Additional chat-related features and issues within Microsoft Teams for business
With the current setup (separate tenants with guest access), a single unified chat list across both organizations in one Teams view isn’t available. Each tenant still has its own chat context, so chats appear only when switched into that tenant/org.
There are two relevant options from the provided information:
- Guest access / external access (your current model)
- Users can be members in their home tenant and guests in the other tenant.
- A Teams user can only use Teams in one tenant at a time; to collaborate with people in the other tenant, that user must switch tenants.
- This is explicitly called out as a limitation: a user “can only collaborate with technicians in Tenant Contoso1 if [they are] using Teams in Tenant Contoso1… To switch tenants in Teams desktop, select your profile picture, then select the tenant you'd like to switch to.”
- Multitenant organization (MTO) in Microsoft 365
- If the two tenants are under the same organizational control, they can be configured as a multitenant organization.
- In an MTO, users are synchronized between tenants using Microsoft Entra B2B collaboration users.
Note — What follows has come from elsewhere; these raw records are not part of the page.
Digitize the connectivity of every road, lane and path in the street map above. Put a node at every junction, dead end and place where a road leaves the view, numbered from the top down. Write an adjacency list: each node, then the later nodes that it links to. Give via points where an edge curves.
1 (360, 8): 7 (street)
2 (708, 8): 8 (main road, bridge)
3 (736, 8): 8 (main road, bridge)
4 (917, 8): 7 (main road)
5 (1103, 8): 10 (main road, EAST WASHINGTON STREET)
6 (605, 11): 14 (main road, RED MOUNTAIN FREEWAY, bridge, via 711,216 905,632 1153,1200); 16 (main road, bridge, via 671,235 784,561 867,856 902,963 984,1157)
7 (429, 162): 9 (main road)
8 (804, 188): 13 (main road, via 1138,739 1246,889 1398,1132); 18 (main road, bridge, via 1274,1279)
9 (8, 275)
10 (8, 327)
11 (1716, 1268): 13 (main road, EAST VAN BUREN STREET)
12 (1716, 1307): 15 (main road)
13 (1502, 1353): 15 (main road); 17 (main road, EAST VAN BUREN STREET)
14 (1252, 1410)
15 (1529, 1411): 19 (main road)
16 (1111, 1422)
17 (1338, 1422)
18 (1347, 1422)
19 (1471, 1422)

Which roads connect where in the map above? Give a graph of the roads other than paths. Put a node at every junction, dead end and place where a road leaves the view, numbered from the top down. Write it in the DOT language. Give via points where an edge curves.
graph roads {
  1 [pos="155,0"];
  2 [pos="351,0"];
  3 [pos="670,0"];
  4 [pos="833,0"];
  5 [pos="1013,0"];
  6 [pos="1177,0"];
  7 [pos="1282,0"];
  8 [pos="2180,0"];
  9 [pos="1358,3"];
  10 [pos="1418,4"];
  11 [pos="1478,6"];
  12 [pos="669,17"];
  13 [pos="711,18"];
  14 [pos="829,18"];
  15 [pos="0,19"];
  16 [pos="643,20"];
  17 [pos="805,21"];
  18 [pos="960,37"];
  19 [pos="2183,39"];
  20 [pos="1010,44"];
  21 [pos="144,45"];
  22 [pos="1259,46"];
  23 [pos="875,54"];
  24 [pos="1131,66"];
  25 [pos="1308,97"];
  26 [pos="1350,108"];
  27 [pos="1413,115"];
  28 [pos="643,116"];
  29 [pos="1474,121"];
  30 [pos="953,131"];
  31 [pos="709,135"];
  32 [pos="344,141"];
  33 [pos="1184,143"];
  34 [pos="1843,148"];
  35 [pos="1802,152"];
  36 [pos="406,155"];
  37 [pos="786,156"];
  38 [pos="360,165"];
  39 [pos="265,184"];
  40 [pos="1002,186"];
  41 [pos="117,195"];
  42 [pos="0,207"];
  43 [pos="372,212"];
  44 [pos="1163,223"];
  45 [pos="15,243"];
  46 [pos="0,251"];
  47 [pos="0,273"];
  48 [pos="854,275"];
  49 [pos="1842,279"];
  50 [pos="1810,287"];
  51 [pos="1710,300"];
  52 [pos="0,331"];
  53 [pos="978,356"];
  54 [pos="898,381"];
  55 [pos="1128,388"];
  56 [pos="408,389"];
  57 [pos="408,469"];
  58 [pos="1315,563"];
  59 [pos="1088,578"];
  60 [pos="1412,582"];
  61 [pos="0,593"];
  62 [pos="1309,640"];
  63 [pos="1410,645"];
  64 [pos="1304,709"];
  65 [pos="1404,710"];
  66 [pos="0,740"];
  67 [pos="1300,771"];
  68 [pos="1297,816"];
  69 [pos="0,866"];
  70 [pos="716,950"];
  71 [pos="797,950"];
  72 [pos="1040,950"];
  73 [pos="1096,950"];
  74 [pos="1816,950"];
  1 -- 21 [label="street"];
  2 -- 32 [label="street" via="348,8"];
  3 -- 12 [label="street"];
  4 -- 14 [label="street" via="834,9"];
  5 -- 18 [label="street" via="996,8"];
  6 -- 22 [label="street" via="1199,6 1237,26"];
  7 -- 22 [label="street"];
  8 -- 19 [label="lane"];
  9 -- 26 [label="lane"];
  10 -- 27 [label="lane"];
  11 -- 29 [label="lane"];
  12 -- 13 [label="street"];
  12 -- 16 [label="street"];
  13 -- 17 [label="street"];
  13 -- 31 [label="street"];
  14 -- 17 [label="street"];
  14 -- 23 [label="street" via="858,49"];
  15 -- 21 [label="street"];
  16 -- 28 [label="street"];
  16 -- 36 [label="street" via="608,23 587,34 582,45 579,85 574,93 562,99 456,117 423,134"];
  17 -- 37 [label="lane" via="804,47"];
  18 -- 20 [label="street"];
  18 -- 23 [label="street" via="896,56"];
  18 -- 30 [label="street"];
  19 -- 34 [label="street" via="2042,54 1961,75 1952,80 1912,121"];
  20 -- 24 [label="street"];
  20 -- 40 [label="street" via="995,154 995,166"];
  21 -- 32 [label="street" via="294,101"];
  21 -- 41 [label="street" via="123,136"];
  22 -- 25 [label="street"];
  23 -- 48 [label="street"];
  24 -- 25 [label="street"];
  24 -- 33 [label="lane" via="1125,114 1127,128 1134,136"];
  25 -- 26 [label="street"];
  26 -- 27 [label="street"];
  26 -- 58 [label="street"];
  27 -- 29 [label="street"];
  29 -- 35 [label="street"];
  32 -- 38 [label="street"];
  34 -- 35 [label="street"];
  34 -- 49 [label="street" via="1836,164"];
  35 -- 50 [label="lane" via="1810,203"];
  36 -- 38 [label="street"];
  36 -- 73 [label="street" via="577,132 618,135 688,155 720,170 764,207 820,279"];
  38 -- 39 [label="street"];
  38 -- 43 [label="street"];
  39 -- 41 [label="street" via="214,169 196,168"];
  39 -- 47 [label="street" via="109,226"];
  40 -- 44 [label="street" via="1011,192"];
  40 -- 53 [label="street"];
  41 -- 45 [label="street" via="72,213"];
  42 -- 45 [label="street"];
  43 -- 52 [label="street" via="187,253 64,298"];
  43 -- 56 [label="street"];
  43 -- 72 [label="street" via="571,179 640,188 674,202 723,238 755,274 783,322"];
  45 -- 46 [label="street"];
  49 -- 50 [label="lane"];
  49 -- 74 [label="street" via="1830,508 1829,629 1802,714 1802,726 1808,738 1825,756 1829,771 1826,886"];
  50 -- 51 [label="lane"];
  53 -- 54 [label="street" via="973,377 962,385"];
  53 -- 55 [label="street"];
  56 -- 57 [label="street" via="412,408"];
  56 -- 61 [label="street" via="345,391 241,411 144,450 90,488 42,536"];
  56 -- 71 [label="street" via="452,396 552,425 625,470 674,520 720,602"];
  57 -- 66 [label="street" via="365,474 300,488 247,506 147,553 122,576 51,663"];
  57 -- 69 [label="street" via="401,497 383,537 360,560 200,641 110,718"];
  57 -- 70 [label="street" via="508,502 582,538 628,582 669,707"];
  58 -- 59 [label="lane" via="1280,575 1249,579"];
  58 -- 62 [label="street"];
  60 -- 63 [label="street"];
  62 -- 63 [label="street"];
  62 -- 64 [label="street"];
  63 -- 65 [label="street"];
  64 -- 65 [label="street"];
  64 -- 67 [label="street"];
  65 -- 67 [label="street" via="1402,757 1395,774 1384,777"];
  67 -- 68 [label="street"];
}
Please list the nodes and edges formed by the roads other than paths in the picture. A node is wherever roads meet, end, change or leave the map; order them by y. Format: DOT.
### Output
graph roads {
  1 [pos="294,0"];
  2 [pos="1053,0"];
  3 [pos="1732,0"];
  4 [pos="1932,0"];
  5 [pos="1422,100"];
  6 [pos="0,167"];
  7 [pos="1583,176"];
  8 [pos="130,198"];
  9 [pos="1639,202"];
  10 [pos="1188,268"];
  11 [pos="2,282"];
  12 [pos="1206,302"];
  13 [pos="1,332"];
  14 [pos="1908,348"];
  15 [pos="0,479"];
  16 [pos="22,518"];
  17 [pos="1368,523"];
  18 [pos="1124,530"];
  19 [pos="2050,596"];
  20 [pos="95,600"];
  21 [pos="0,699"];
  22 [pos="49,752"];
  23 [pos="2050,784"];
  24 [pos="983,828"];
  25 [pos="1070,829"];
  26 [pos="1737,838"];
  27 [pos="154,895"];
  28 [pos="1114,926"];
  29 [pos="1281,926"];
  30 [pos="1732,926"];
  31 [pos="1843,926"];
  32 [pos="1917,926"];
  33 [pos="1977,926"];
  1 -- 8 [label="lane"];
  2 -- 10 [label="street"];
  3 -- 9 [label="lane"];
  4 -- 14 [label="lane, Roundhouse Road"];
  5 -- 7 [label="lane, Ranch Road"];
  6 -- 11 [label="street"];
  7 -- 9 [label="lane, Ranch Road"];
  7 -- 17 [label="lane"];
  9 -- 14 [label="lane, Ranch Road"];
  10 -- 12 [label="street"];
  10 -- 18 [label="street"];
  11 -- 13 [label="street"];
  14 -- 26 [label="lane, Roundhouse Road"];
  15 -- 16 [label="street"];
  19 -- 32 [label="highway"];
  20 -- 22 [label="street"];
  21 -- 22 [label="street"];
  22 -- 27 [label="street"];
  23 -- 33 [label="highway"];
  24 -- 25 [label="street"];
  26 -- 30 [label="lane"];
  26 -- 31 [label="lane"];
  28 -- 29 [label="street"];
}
- With the new Microsoft Teams desktop client, users can:
- Search for users in other tenants in the multitenant organization.
- Receive real-time notifications from all tenants in the multitenant organization.
- Participate in chats, meetings, and calls across all tenants without needing to switch tenants.
- MTO-specific Teams functionality requires full MTO setup, including external access and B2B direct connect policies.
Given this, for a merger scenario where both tenants are under the same company’s control and will eventually be consolidated, the supported way to get closer to a “single view” experience (no constant tenant switching) is to:
- Plan and set up a multitenant organization between the two tenants.
- Ensure the new Teams desktop client is used, as it supports real-time notifications and cross-tenant collaboration in an MTO without tenant switching.
Until an MTO is configured, the behavior described—needing to switch orgs to see chats started from the other tenant—is expected and cannot be removed just by using guest access.